Using data from nearly 2 million people and 8 million phone calls over the course of a year, physicist Cesar Hidalgo from the University of Notre Dame and sociologist Carlos Rodriguez-Sickert from the Pontifical Catholic University of Chile have investigated the persistence of relationships within the cell phone network. Somewhat intuitively, they found that the leading cause of persistent relationships is reciprocity - returning a friend´s call. Further, they could use these characteristics to predict the nature of relationships in the future.
As the researchers explain in their study, the persistence of the connection between two individuals is a measurement of how often they call each other. The scientists analyzed 15-day intervals, and determined if the two callers made contact within each interval.
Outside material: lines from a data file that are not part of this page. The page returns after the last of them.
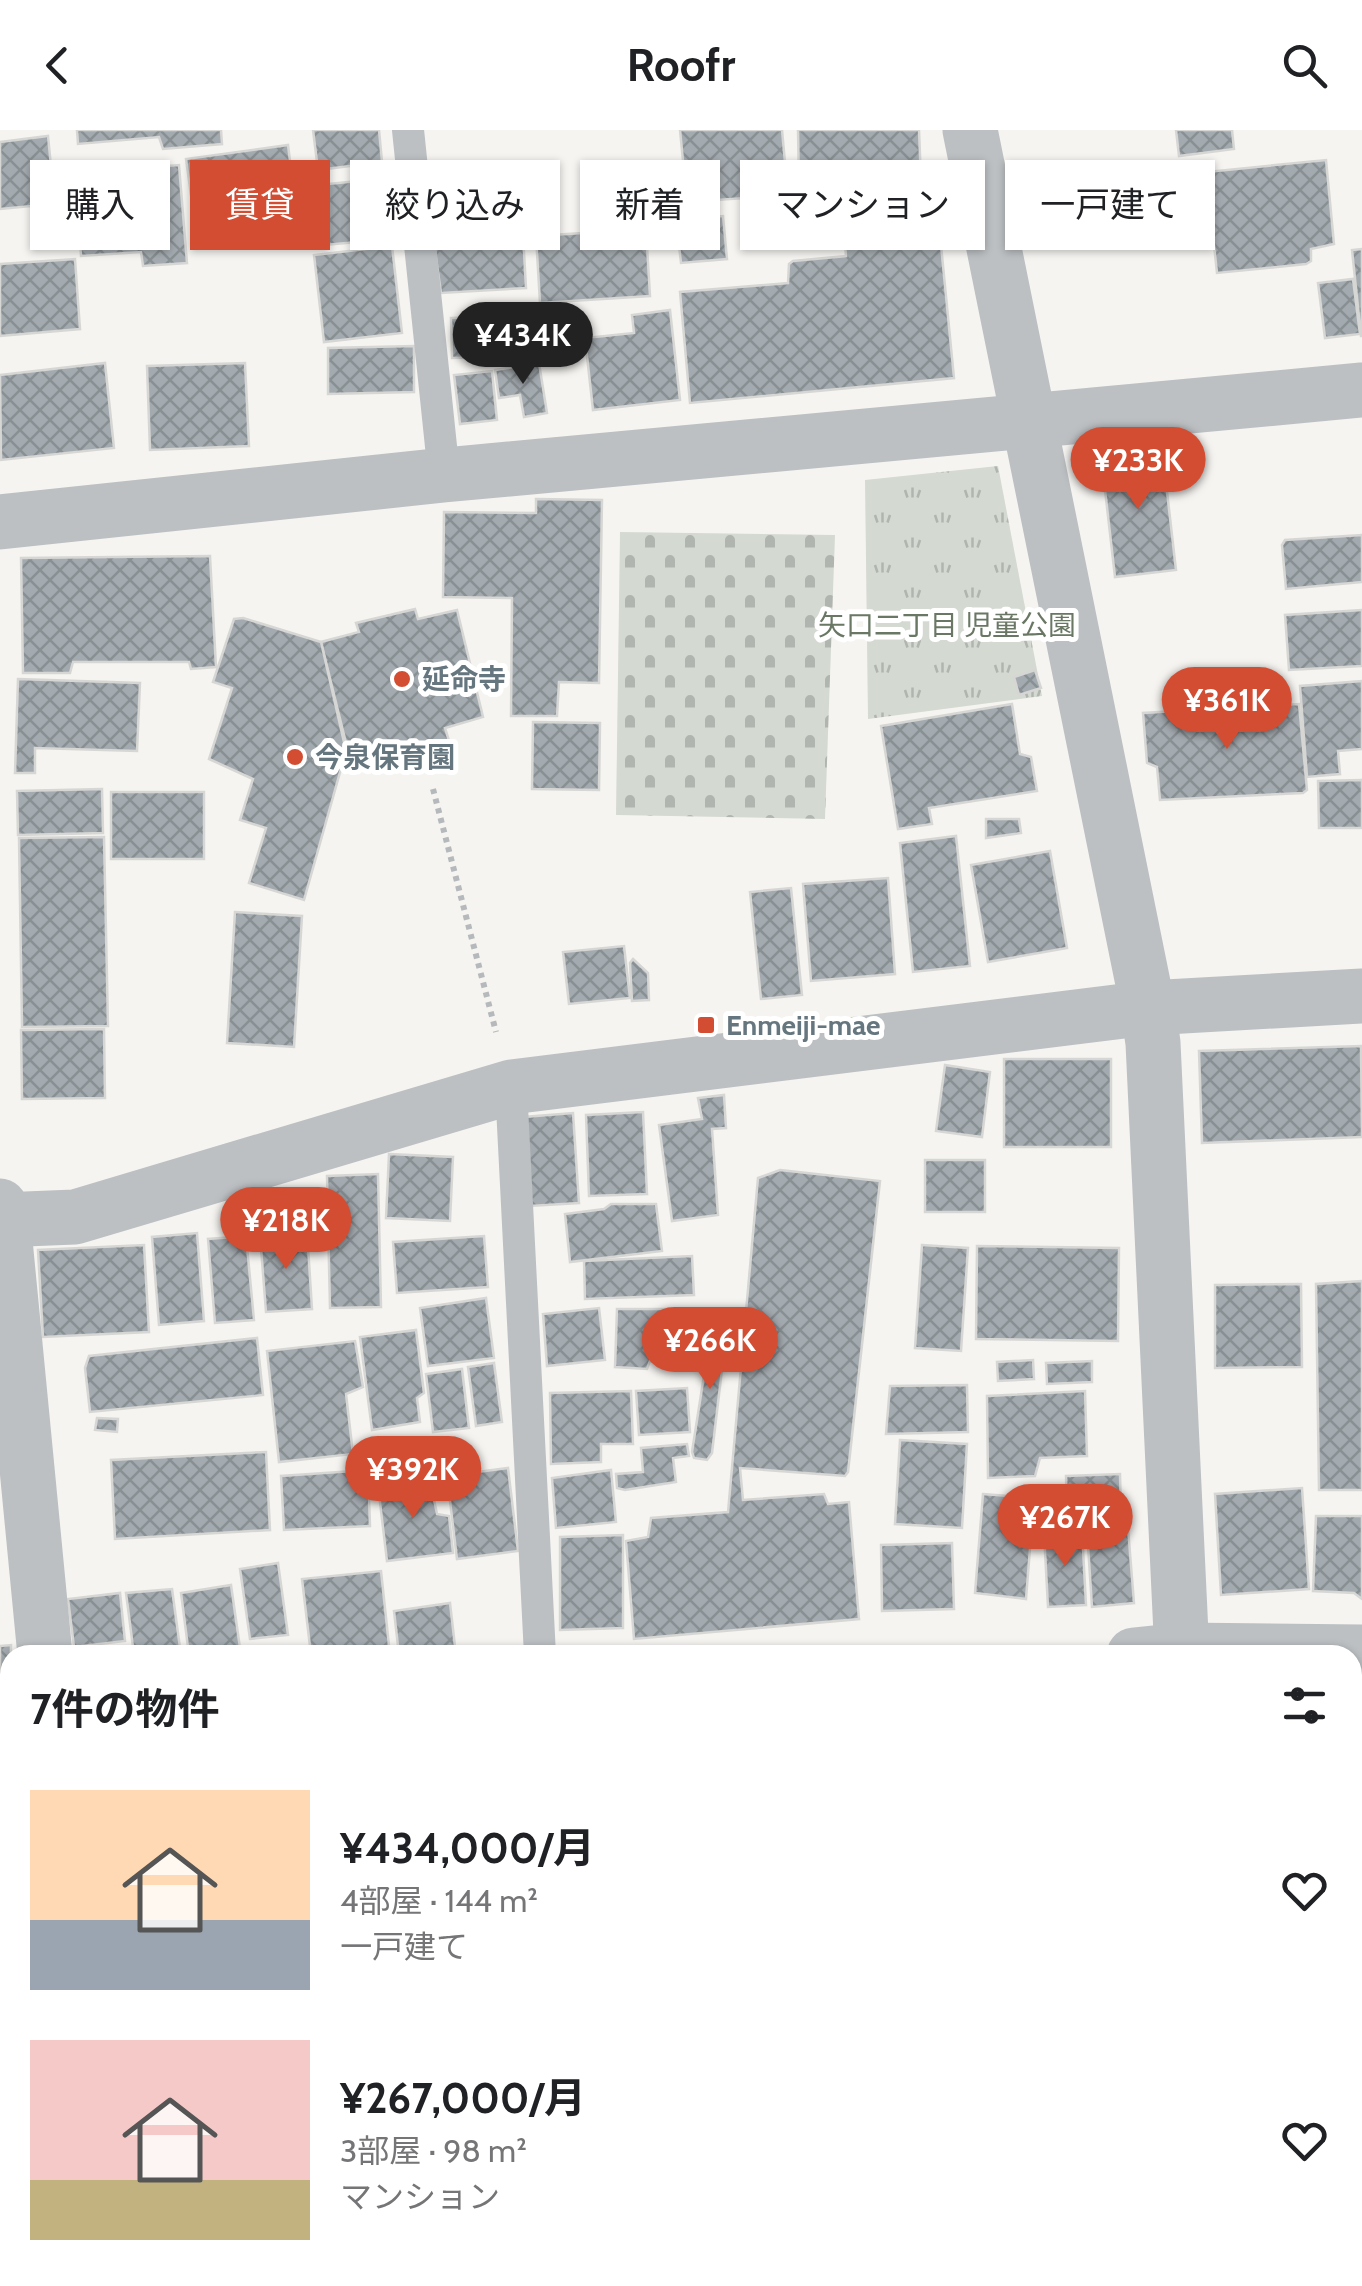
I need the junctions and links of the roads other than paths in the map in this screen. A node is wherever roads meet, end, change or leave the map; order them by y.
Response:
1 (408, 130) edge
2 (970, 130) edge
3 (1362, 390) edge
4 (1031, 422) junction
5 (444, 475) junction
6 (0, 522) edge
7 (1362, 996) edge
8 (1148, 1008) junction
9 (510, 1086) junction
10 (1, 1216) edge
11 (44, 1645) edge
12 (539, 1645) edge
13 (1166, 1645) edge

1 - 5 lane
2 - 4 street
3 - 4 street
4 - 5 street
4 - 8 street
5 - 6 street
7 - 8 street
8 - 9 street
8 - 13 street
9 - 10 street
9 - 12 lane
10 - 11 street

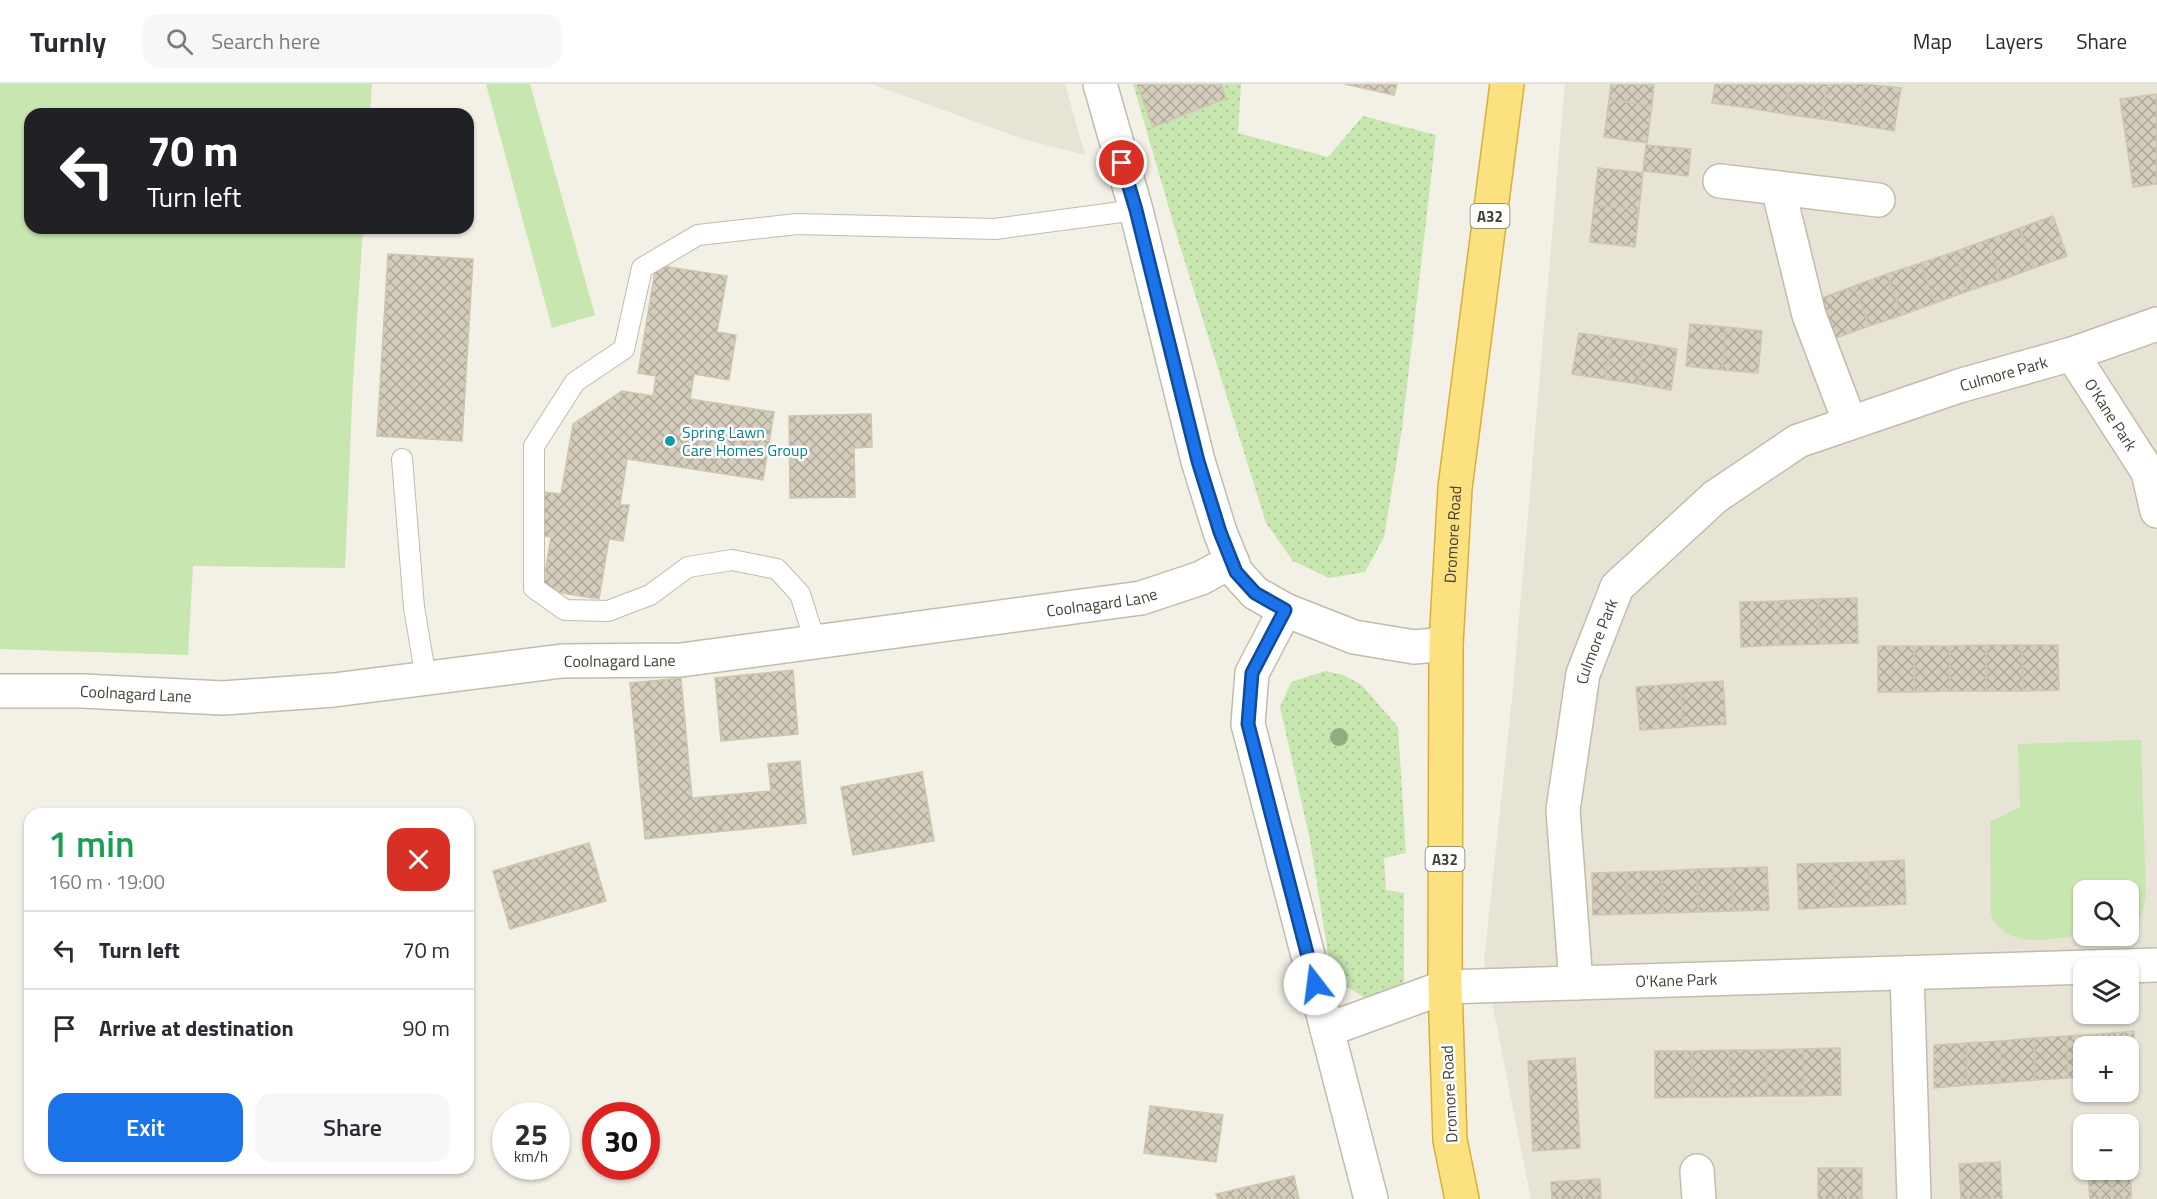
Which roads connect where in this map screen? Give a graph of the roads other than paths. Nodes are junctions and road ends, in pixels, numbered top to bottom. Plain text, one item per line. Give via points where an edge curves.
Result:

The greater number of these chunks of time in which contact occurred, the higher the pair´s persistence value was.
The scientists found that the majority (60%) of ties between two callers lasted for just one 15-day interval. The next 20% of ties disappeared slowly throughout the course of the year, and the remaining 20% persisted for the entire one-year period.
The results showed that the strongest factor determining persistence values was when individuals returned calls to each other. When links were reciprocated, those links had a greater chance of persisting for longer time periods. Also, when an individual´s connections had connections among themselves (when a person´s friends knew each other), his or her own connections lasted longer.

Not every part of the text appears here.